甘味や旨味を中心にしたまろやかな味わいで、後味にコクやほろ苦さを感じる奥深さがあります。
Tボーンとランプ肉の炭火焼きは分厚い肉を焼くと、より味の層が広がり、おすすめです。
ぜひ、大人数で分厚い肉の醍醐味をお楽しみください。
ファッソーネ牛・ランプ肉の炭火焼き
お飲物
赤ワイン「ニッツア D.O.C.G オリム・バウダ」
銘柄/ニッツア D.O.C.G オリム・バウダ
ワイナリー/オリム・バウダ
生産地/イタリア北部ピエモンテ州
ぶどう種/バルベーラ100%
生産年/2014年
◆赤身肉の旨味を引き立てる果実味
ファッソーネ牛の炭火焼きは赤身肉ゆえに、たくさん食べても脂分が少ない後味です。
このため、合わせるワインはガツンと重いものより、果実味が強いものをおすすめします。

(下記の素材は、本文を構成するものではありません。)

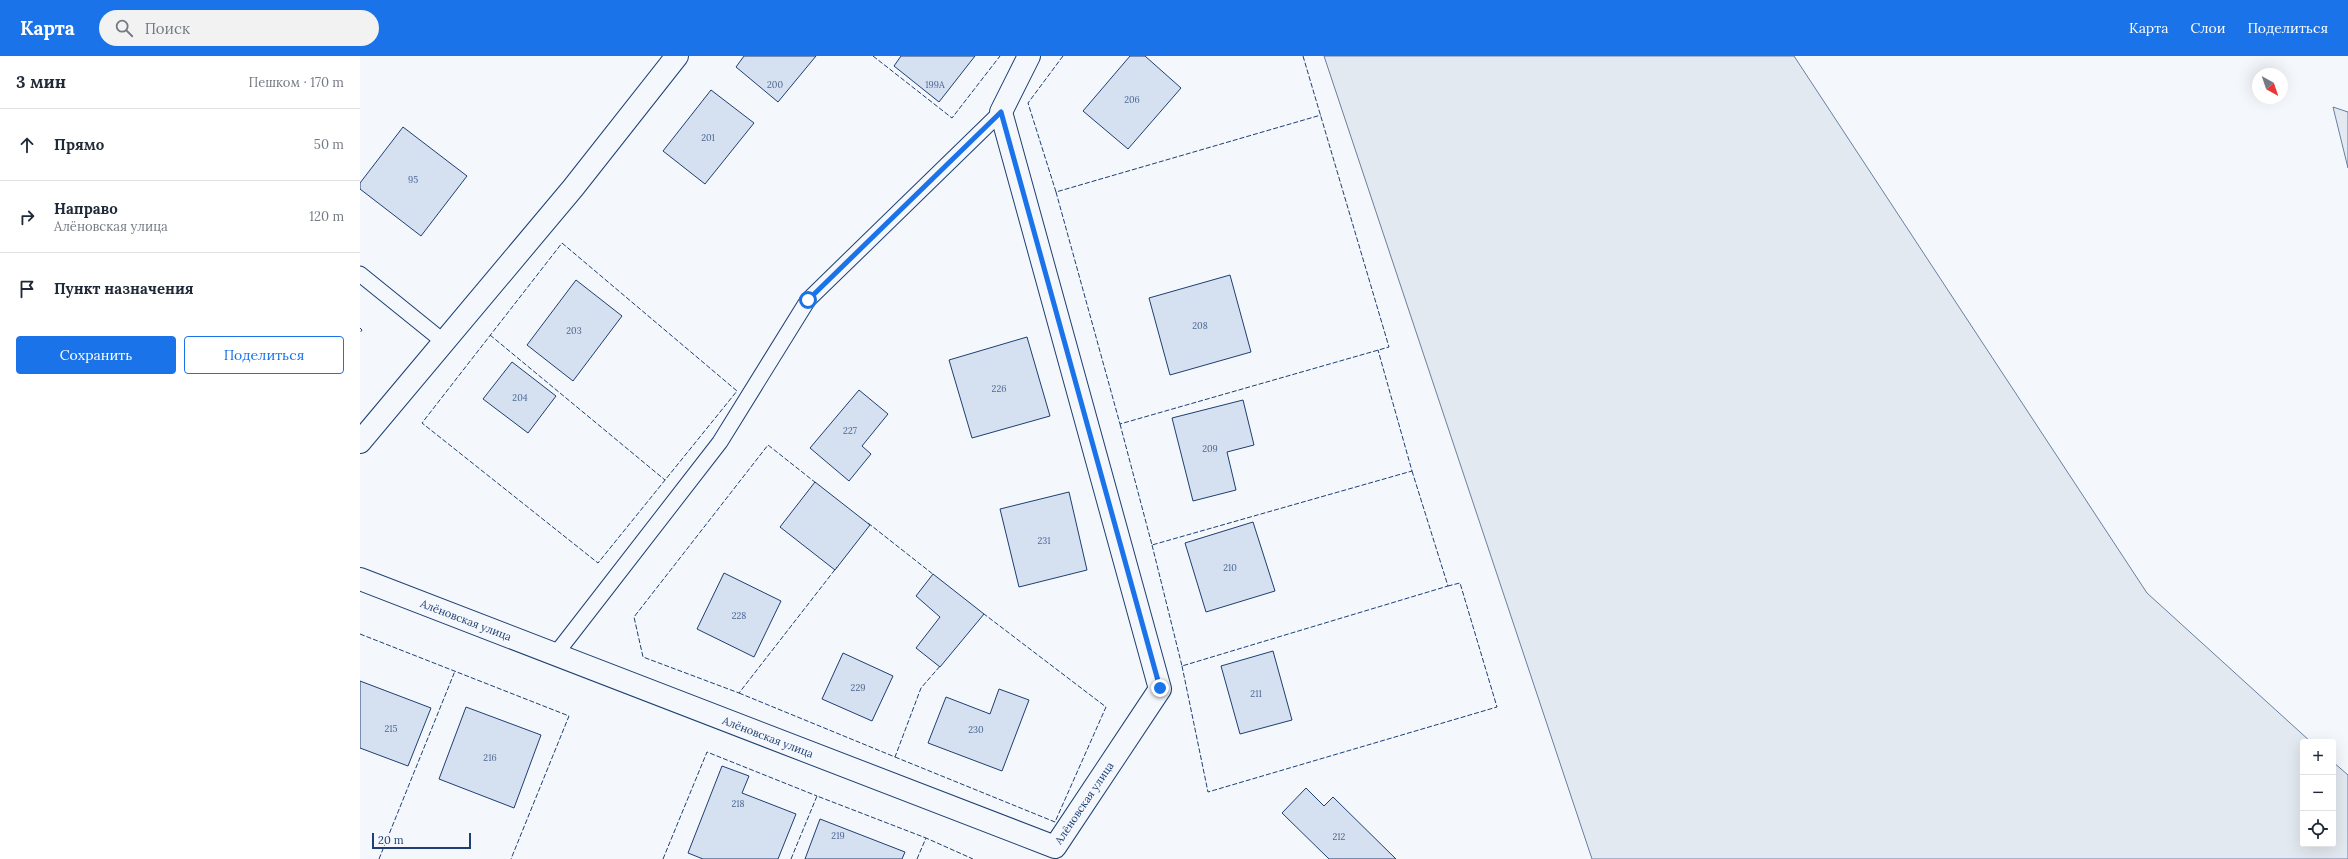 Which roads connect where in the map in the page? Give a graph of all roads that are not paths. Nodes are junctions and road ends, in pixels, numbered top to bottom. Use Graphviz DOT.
graph roads {
  1 [pos="677,56"];
  2 [pos="1029,56"];
  3 [pos="1001,112"];
  4 [pos="360,274"];
  5 [pos="444,342"];
  6 [pos="360,442"];
  7 [pos="360,579"];
  8 [pos="556,655"];
  9 [pos="1058,853"];
  1 -- 5 [label="street"];
  2 -- 3 [label="street"];
  3 -- 8 [label="lane"];
  3 -- 9 [label="street, Алёновская улица"];
  4 -- 5 [label="lane"];
  5 -- 6 [label="street"];
  7 -- 8 [label="street, Алёновская улица"];
  8 -- 9 [label="street, Алёновская улица"];
} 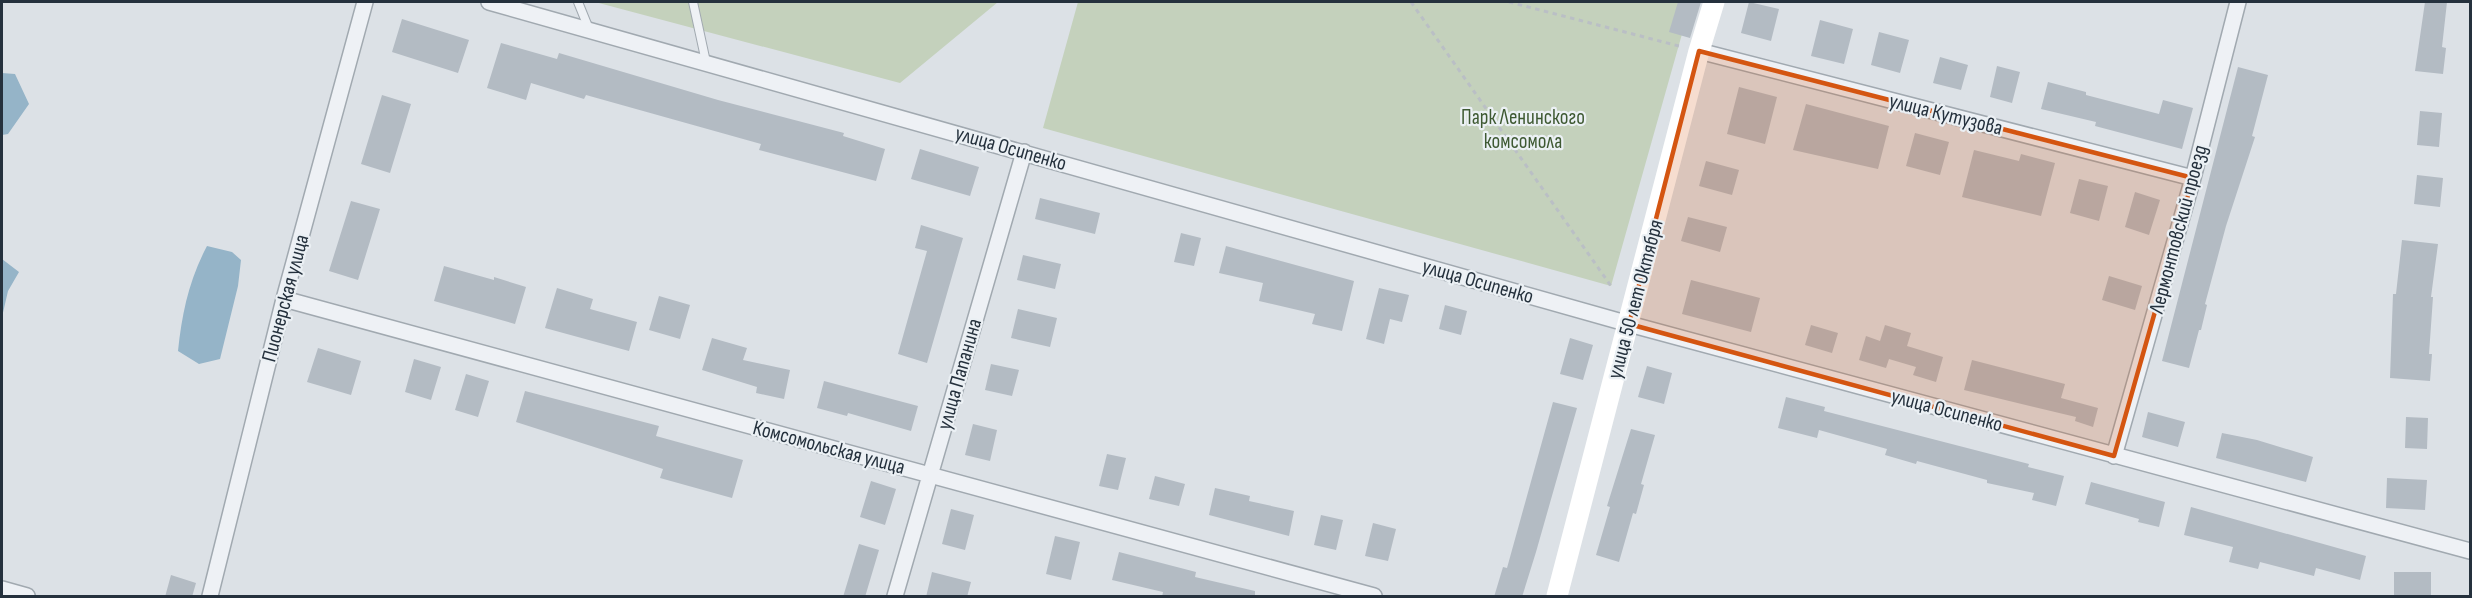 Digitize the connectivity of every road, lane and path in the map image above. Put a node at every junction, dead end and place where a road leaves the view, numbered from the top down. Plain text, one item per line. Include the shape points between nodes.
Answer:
1 (365, 2) edge
2 (489, 2) edge
3 (578, 2) edge
4 (693, 2) edge
5 (1411, 2) edge
6 (1509, 2) edge
7 (1714, 2) edge
8 (2238, 2) edge
9 (589, 29) junction
10 (1679, 46) dead end
11 (1699, 51) junction
12 (706, 62) junction
13 (1024, 152) junction
14 (2193, 178) junction
15 (1611, 286) dead end
16 (284, 299) junction
17 (1629, 324) junction
18 (2114, 456) junction
19 (929, 474) junction
20 (2470, 551) edge
21 (6, 592) edge
22 (27, 597) edge
23 (210, 597) edge
24 (895, 597) edge
25 (1374, 597) edge
26 (1557, 597) edge

1 - 16 street, Пионерская улица
2 - 9 street, улица Осипенко
3 - 9 lane
4 - 12 lane
5 - 15 path
6 - 10 path
7 - 11 street, улица 50 лет Октября
8 - 14 street, Лермонтовский проезд
9 - 12 street, улица Осипенко
11 - 14 street, улица Кутузова
11 - 17 street, улица 50 лет Октября
12 - 13 street, улица Осипенко
13 - 17 street, улица Осипенко
13 - 19 street, улица Папанина
14 - 18 street, Лермонтовский проезд
16 - 19 street, Комсомольская улица
16 - 23 street, Пионерская улица
17 - 18 street, улица Осипенко
17 - 26 street, улица 50 лет Октября
18 - 20 street, улица Осипенко
19 - 24 street, улица Папанина
19 - 25 street, Комсомольская улица
21 - 22 street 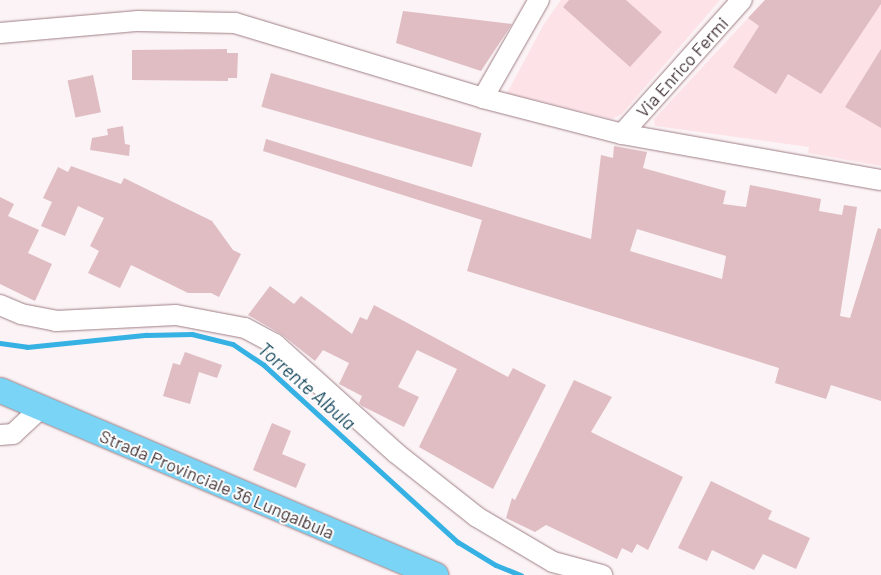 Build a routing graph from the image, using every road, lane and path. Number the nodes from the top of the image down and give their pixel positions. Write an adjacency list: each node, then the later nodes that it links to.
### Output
1 (539, 0): 4 (street)
2 (742, 0): 5 (street, Via Enrico Fermi)
3 (0, 33): 4 (street)
4 (483, 98): 5 (street)
5 (622, 134): 6 (street)
6 (881, 180)
7 (0, 305): 12 (street)
8 (0, 390): 9 (main road, Strada Provinciale 36 Lungalbula)
9 (41, 408): 10 (street); 11 (main road, Strada Provinciale 36 Lungalbula)
10 (0, 435)
11 (435, 575)
12 (602, 575) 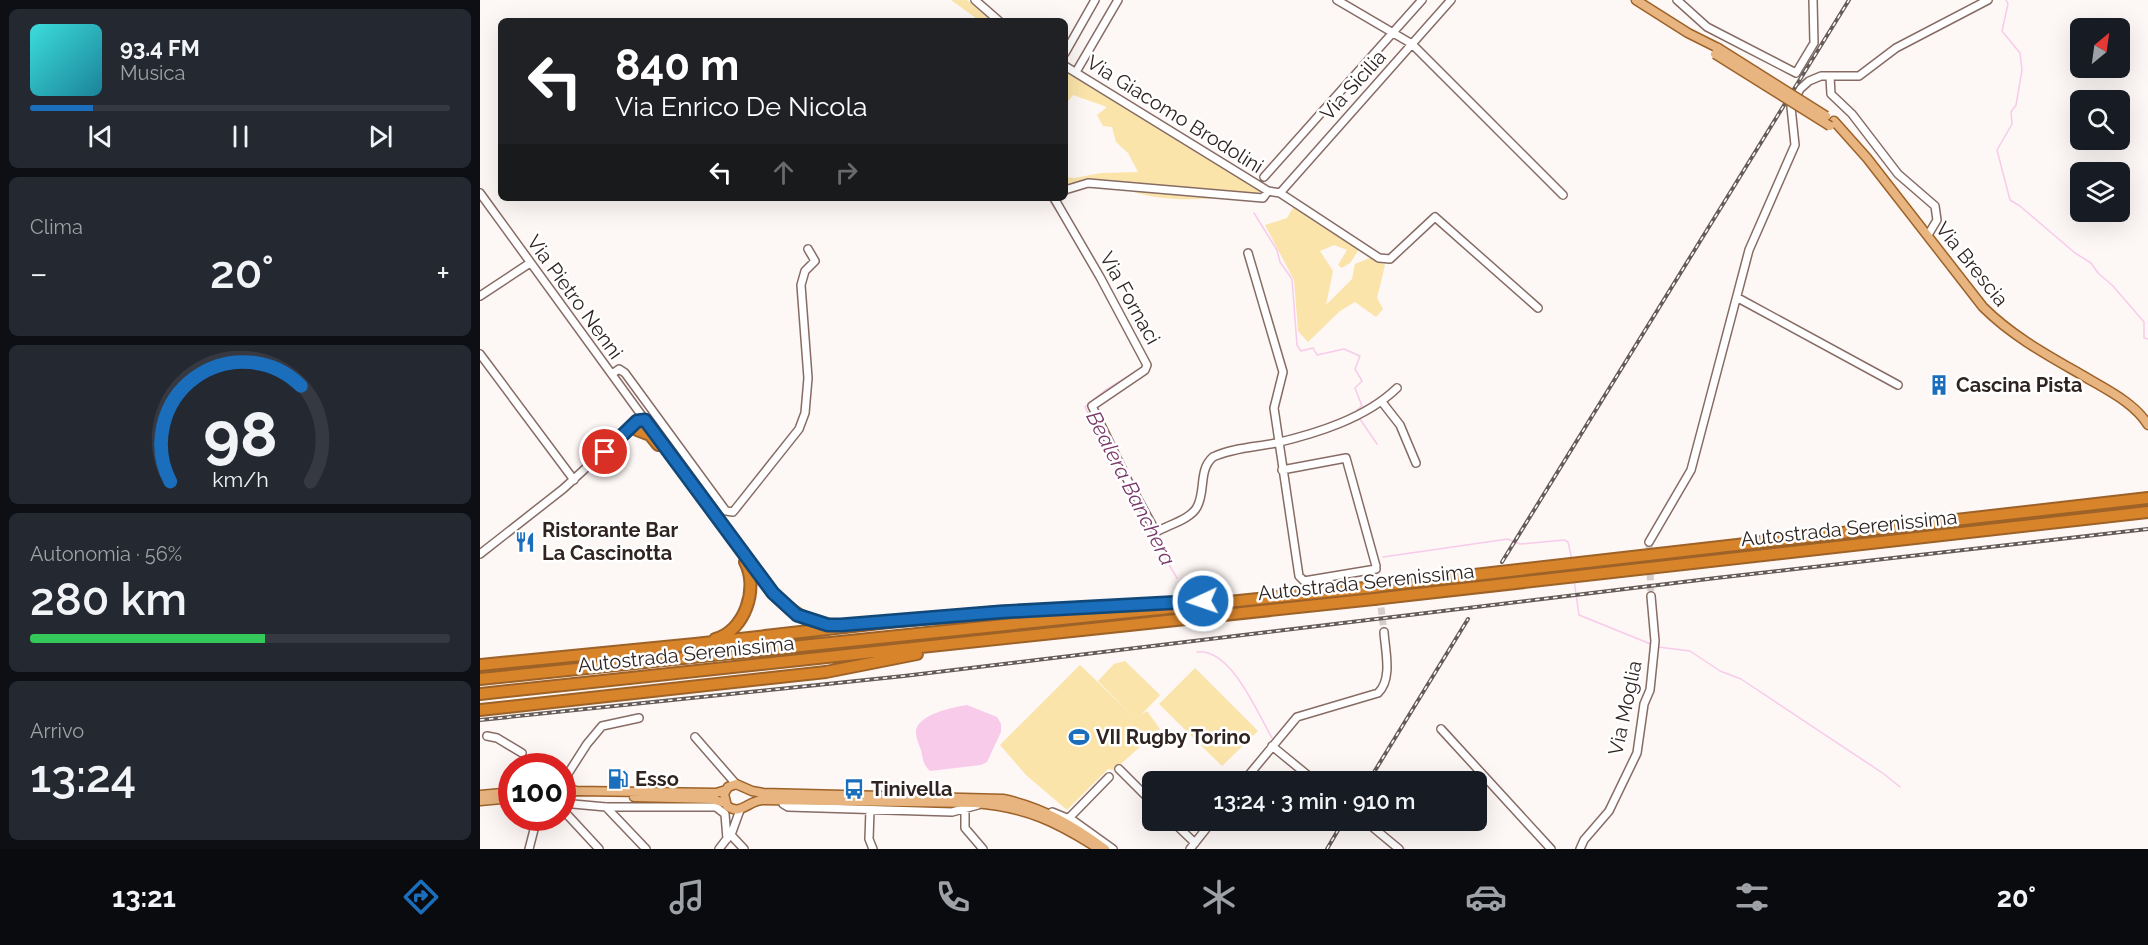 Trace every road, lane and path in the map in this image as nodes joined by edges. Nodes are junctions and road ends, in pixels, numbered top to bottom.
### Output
1 (975, 0) edge
2 (1095, 0) edge
3 (1118, 0) edge
4 (1337, 0) edge
5 (1422, 0) edge
6 (1451, 0) edge
7 (1635, 0) edge
8 (1677, 0) edge
9 (1813, 0) edge
10 (1988, 0) edge
11 (996, 18) edge
12 (1392, 32) junction
13 (1412, 44) junction
14 (1068, 48) edge
15 (1068, 68) edge
16 (1076, 72) junction
17 (1830, 77) junction
18 (1264, 177) junction
19 (1247, 178) junction
20 (1068, 189) edge
21 (1268, 192) junction
22 (480, 193) edge
23 (1280, 193) junction
24 (1563, 195) dead end
25 (1056, 201) edge
26 (1928, 235) junction
27 (808, 249) dead end
28 (1248, 252) dead end
29 (530, 263) junction
30 (480, 296) edge
31 (1738, 298) junction
32 (1539, 308) dead end
33 (480, 354) edge
34 (612, 374) junction
35 (1898, 385) dead end
36 (1397, 388) dead end
37 (1383, 402) junction
38 (645, 420) junction
39 (2148, 425) edge
40 (637, 430) junction
41 (621, 438) junction
42 (1278, 442) junction
43 (670, 457) junction
44 (1416, 463) dead end
45 (1282, 470) junction
46 (574, 480) junction
47 (2148, 498) edge
48 (2148, 512) edge
49 (1649, 542) tunnel mouth
50 (480, 554) edge
51 (1293, 596) junction
52 (1651, 596) tunnel mouth
53 (889, 622) junction
54 (1383, 632) tunnel mouth
55 (989, 640) junction
56 (695, 644) junction
57 (480, 665) edge
58 (480, 679) edge
59 (480, 694) edge
60 (480, 710) edge
61 (639, 718) dead end
62 (1441, 729) dead end
63 (487, 736) dead end
64 (695, 737) dead end
65 (1272, 746) junction
66 (522, 753) dead end
67 (576, 766) edge
68 (1119, 769) dead end
69 (1253, 771) edge
70 (1303, 771) edge
71 (1109, 777) dead end
72 (736, 784) junction
73 (576, 786) edge
74 (576, 787) edge
75 (746, 788) junction
76 (726, 790) junction
77 (1142, 792) edge
78 (498, 793) edge
79 (480, 795) edge
80 (686, 798) junction
81 (498, 799) edge
82 (782, 800) junction
83 (480, 801) edge
84 (725, 803) junction
85 (576, 804) edge
86 (992, 804) junction
87 (1030, 805) junction
88 (606, 807) junction
89 (650, 807) junction
90 (740, 809) junction
91 (965, 809) junction
92 (870, 810) junction
93 (1069, 818) junction
94 (576, 824) edge
95 (534, 831) edge
96 (1180, 831) edge
97 (1204, 831) edge
98 (1377, 831) edge
99 (729, 837) junction
100 (1192, 846) edge
101 (529, 849) edge
102 (599, 849) edge
103 (646, 849) edge
104 (719, 849) edge
105 (744, 849) edge
106 (873, 849) edge
107 (983, 849) edge
108 (1098, 849) edge
109 (1105, 849) edge
110 (1113, 849) edge
111 (1399, 849) edge
112 (1551, 849) edge
113 (1580, 849) edge

1 - 11 street
2 - 14 street
3 - 16 street
4 - 12 street
5 - 12 street, Via Sicilia
6 - 13 street, Via Sicilia
7 - 26 main road, Via Brescia, bridge
8 - 9 street
10 - 17 street
12 - 13 street
12 - 18 street, Via Sicilia
13 - 23 street, Via Sicilia
13 - 24 street
15 - 16 street, Via Giacomo Brodolini
16 - 19 street, Via Giacomo Brodolini
17 - 26 street
17 - 31 street
18 - 19 street
18 - 21 street
19 - 21 street, Via Giacomo Brodolini
20 - 21 street
21 - 23 street
22 - 29 street, Via Pietro Nenni
23 - 32 street
25 - 42 street, Via Fornaci
26 - 39 main road, Via Brescia
27 - 34 street
28 - 42 street
29 - 30 street
29 - 34 street, Via Pietro Nenni
31 - 35 street
31 - 49 street
33 - 46 street
34 - 38 street, Via Pietro Nenni
36 - 37 street
37 - 42 street
37 - 44 street
38 - 40 street
38 - 41 street
38 - 43 highway
38 - 53 highway
40 - 41 street
40 - 43 highway
41 - 46 street
42 - 45 street
43 - 56 highway
45 - 45 street
46 - 50 street
47 - 51 highway, Autostrada Serenissima, bridge
48 - 55 highway, Autostrada Serenissima, bridge
51 - 53 highway
51 - 58 highway, Autostrada Serenissima
52 - 113 street, Via Moglia
53 - 56 highway
54 - 65 street
55 - 59 highway, Autostrada Serenissima
55 - 60 highway
56 - 57 highway
61 - 67 street
62 - 112 street
63 - 66 street
64 - 72 street
65 - 69 street
65 - 70 street
68 - 77 street
71 - 93 street
72 - 75 main road
72 - 76 main road
73 - 76 main road
74 - 80 main road
75 - 87 main road
75 - 90 main road
76 - 84 main road
78 - 79 main road
80 - 84 main road
80 - 89 street
81 - 83 main road
82 - 86 main road
82 - 90 main road
82 - 92 street
84 - 90 main road
85 - 88 street
86 - 91 street
86 - 108 main road
87 - 93 street
87 - 109 main road
88 - 89 street
88 - 103 street
89 - 99 street
90 - 99 street
91 - 92 street
91 - 107 street
92 - 106 street
93 - 110 street
94 - 102 street
95 - 101 street
96 - 100 street
97 - 100 street
98 - 111 street
99 - 104 street
99 - 105 street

こちらのワインは豊かな果実味と酸味がありながら渋みは控えめ。まろやかな口あたりの中辛口で、ファッソーネ牛の旨味を引き立てます。
ピエモンテ州土着の肉とワインによる、味のコントラストをお楽しみください。
ファッソーネ牛・Tボーンの炭火焼きと赤ワイン「ニッツア D.O.C.G オリム・バウダ」
いつもご利用いただき、誠にありがとうございます。
今宵も、ラ・ビスボッチャのディナーで、楽しいひとときをお過ごしください。